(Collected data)
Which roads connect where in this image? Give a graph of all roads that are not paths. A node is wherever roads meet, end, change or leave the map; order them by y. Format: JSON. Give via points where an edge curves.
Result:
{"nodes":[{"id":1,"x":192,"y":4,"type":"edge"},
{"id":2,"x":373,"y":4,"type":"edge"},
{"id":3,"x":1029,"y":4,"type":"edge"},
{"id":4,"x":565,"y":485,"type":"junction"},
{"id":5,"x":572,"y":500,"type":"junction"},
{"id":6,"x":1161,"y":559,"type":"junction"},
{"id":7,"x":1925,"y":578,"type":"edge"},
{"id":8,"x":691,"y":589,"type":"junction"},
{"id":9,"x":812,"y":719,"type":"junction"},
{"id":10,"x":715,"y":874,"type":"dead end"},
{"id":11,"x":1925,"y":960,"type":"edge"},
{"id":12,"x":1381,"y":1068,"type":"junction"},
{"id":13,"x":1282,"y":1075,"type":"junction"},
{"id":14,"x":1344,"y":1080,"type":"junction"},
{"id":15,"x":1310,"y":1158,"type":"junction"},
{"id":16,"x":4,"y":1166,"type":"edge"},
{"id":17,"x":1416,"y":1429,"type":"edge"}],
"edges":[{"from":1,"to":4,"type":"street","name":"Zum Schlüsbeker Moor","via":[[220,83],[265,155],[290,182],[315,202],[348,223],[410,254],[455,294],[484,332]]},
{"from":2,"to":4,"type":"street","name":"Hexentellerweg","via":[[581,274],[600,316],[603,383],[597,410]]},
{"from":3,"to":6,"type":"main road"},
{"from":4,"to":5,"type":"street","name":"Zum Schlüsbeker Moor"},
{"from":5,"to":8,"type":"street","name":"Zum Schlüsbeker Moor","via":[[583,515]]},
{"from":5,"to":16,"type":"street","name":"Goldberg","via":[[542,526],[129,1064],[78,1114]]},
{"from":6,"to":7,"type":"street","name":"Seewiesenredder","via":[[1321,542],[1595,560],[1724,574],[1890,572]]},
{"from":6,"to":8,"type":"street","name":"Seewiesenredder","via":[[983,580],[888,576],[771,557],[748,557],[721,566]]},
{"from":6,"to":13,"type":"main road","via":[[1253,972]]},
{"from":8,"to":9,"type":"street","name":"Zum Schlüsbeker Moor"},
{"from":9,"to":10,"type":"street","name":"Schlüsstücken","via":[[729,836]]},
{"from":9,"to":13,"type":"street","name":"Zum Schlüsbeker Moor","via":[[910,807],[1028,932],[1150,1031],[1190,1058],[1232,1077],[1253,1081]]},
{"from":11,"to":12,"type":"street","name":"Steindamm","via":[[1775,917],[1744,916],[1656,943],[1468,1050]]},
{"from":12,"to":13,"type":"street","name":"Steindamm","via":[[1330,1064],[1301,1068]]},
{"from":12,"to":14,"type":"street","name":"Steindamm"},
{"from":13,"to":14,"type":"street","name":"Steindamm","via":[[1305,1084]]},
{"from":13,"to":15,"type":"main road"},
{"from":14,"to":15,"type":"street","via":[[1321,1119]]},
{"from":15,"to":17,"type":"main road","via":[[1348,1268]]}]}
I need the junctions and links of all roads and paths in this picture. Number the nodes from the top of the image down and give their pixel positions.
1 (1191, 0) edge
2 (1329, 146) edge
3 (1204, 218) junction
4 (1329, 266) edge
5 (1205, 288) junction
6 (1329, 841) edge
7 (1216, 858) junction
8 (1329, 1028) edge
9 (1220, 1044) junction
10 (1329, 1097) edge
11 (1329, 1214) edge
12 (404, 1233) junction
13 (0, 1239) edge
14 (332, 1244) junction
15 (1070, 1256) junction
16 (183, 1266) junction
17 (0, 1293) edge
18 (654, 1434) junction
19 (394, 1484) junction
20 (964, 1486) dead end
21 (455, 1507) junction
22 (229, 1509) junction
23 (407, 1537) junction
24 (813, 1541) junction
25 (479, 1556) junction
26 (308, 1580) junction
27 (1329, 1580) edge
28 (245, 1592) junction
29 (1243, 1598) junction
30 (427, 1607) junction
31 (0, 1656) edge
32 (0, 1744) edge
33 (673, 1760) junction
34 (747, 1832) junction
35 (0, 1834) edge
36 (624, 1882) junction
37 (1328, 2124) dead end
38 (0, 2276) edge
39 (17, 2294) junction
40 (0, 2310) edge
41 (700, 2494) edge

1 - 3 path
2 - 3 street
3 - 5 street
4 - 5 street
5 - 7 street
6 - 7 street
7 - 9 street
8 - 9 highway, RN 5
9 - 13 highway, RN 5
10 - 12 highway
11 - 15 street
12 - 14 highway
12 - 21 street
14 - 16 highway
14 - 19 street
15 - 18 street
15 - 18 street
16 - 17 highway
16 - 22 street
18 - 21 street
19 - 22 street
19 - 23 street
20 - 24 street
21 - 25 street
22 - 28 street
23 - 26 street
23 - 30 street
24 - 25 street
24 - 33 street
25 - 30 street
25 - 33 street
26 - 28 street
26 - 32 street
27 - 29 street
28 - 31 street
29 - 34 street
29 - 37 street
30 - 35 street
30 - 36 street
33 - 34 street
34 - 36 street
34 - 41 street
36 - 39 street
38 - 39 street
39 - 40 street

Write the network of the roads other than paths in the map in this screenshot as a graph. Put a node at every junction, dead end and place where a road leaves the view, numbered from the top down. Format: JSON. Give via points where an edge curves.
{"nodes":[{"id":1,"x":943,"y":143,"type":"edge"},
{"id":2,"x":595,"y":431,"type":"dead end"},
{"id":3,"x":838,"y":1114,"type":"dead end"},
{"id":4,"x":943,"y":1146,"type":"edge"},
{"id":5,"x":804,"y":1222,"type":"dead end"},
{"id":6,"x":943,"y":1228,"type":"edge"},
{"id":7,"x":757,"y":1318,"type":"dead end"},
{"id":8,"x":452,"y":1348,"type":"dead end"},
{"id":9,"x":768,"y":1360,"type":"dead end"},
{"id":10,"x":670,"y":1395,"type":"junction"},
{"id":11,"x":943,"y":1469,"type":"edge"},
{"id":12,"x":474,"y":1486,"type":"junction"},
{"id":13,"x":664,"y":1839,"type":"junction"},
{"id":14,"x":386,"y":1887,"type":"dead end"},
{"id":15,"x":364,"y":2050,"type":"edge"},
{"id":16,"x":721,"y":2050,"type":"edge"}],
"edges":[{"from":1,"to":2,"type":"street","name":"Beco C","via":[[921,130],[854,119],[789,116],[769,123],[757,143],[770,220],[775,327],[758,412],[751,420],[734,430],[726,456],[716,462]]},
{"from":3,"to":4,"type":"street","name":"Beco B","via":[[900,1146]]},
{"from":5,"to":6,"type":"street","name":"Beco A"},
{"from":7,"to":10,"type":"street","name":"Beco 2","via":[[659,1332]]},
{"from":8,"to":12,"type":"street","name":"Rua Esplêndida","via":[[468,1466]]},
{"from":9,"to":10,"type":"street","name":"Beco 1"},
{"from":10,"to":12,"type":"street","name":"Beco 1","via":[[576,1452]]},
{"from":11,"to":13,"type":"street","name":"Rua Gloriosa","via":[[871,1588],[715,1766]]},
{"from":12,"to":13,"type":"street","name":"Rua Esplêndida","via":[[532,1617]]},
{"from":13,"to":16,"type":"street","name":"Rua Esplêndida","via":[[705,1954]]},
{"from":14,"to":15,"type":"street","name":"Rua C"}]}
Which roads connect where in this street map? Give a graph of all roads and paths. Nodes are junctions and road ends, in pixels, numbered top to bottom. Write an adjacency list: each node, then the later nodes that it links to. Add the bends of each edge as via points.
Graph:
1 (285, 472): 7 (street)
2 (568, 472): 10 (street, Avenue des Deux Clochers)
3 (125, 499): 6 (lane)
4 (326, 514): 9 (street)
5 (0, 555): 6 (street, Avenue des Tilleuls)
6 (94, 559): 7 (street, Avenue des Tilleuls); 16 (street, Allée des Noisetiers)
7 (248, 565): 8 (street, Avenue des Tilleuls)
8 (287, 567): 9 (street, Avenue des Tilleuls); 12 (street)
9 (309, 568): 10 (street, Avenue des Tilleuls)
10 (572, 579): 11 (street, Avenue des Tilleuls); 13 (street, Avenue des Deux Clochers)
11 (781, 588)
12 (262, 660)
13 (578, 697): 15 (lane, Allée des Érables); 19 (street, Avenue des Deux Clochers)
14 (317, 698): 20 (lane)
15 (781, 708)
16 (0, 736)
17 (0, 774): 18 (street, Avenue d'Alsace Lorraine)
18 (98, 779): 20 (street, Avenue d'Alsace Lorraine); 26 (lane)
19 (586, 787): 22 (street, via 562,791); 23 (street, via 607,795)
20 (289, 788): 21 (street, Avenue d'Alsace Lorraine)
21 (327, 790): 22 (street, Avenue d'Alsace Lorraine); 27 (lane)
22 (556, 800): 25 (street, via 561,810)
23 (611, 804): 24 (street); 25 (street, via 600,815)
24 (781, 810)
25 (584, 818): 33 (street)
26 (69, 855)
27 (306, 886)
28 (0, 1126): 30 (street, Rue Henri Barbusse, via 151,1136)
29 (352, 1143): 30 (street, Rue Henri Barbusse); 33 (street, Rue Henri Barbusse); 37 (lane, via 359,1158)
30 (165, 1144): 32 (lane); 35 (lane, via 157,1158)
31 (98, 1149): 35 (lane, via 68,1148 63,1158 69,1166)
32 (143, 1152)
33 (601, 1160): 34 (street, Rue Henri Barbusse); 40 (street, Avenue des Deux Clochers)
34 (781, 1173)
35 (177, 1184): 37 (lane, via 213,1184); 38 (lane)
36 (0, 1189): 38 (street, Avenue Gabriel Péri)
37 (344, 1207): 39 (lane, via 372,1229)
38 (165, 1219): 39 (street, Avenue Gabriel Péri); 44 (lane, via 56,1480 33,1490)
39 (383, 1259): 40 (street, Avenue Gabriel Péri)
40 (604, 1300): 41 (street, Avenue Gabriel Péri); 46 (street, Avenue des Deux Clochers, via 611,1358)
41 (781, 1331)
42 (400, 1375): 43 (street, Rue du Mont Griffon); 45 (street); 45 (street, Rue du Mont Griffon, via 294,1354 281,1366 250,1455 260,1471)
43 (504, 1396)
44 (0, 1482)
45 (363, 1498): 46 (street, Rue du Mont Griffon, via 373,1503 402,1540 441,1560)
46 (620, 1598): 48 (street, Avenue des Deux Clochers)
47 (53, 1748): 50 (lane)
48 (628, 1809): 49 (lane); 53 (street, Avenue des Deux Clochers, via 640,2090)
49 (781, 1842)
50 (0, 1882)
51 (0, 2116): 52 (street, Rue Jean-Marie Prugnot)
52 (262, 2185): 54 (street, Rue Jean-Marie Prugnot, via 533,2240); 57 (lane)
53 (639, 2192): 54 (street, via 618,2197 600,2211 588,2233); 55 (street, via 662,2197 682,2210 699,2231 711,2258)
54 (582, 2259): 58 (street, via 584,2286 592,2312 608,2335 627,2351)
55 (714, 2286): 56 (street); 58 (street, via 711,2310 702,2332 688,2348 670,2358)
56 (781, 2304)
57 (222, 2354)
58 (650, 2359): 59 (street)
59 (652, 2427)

Description of the task
Go through the entries and copy every line with "Henri".

Solution for this task
28 (0, 1126): 30 (street, Rue Henri Barbusse, via 151,1136)
29 (352, 1143): 30 (street, Rue Henri Barbusse); 33 (street, Rue Henri Barbusse); 37 (lane, via 359,1158)
33 (601, 1160): 34 (street, Rue Henri Barbusse); 40 (street, Avenue des Deux Clochers)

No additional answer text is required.